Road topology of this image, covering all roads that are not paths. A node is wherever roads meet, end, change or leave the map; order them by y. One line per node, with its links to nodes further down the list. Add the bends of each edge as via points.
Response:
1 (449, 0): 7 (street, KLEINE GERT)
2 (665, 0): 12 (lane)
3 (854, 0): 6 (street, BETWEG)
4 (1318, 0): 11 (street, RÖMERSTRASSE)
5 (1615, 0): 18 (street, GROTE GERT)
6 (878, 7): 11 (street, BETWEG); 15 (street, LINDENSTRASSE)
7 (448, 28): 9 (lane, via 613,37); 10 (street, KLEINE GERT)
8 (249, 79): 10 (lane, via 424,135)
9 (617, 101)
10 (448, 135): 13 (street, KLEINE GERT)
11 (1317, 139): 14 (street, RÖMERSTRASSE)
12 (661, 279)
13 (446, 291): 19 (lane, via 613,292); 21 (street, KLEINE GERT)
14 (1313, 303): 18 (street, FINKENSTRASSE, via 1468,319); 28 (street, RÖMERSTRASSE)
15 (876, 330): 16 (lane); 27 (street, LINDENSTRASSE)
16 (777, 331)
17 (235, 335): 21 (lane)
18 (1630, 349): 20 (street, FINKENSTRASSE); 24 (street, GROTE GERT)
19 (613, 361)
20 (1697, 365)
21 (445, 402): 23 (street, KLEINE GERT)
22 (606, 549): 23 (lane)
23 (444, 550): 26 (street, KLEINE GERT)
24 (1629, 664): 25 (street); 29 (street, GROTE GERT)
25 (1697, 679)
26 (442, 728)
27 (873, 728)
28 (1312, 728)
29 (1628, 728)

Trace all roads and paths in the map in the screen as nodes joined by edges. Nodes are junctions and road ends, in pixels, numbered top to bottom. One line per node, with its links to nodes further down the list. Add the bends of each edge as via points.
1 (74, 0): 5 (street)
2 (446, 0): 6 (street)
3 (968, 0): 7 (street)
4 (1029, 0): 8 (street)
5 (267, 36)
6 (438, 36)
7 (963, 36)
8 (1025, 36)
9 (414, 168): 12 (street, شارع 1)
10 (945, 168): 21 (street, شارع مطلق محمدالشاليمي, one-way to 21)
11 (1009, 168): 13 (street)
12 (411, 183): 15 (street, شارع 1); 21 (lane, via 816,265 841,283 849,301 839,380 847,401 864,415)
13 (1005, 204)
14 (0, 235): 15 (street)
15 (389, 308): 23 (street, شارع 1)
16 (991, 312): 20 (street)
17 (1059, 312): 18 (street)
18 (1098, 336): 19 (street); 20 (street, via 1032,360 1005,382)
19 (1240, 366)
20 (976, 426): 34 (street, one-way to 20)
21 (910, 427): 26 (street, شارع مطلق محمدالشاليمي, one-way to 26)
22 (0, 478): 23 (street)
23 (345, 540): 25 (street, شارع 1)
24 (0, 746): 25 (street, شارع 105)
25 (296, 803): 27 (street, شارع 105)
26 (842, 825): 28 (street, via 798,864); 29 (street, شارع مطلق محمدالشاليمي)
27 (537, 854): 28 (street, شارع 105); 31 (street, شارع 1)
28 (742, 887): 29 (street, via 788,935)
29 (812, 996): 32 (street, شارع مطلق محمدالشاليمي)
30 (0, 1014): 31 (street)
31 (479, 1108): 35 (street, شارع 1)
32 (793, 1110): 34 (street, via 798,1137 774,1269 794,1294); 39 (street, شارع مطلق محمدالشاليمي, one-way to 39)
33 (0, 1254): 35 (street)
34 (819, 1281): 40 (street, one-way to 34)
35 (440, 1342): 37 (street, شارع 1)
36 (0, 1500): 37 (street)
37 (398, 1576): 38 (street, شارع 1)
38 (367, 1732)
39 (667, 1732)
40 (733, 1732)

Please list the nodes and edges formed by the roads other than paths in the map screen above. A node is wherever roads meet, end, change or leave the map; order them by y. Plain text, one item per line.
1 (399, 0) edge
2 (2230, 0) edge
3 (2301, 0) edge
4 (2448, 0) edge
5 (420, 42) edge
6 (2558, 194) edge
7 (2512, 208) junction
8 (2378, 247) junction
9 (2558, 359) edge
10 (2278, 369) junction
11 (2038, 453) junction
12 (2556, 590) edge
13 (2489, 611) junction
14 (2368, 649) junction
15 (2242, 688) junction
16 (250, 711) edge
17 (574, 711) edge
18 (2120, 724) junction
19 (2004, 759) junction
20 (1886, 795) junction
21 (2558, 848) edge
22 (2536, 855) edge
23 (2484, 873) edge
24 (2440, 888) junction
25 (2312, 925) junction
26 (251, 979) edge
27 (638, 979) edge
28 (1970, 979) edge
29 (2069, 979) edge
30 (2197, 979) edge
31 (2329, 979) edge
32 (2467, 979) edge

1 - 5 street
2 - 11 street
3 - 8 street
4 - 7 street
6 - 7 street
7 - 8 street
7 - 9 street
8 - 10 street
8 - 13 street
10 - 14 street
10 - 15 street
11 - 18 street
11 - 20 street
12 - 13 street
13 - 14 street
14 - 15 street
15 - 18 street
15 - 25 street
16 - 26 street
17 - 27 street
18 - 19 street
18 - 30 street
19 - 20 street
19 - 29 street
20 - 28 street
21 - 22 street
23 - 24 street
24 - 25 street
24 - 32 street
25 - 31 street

**What is expected**
Copy, from the data above, every line where the word "RÖMERSTRASSE" appears.

**Written reply**
4 (1318, 0): 11 (street, RÖMERSTRASSE)
11 (1317, 139): 14 (street, RÖMERSTRASSE)
14 (1313, 303): 18 (street, FINKENSTRASSE, via 1468,319); 28 (street, RÖMERSTRASSE)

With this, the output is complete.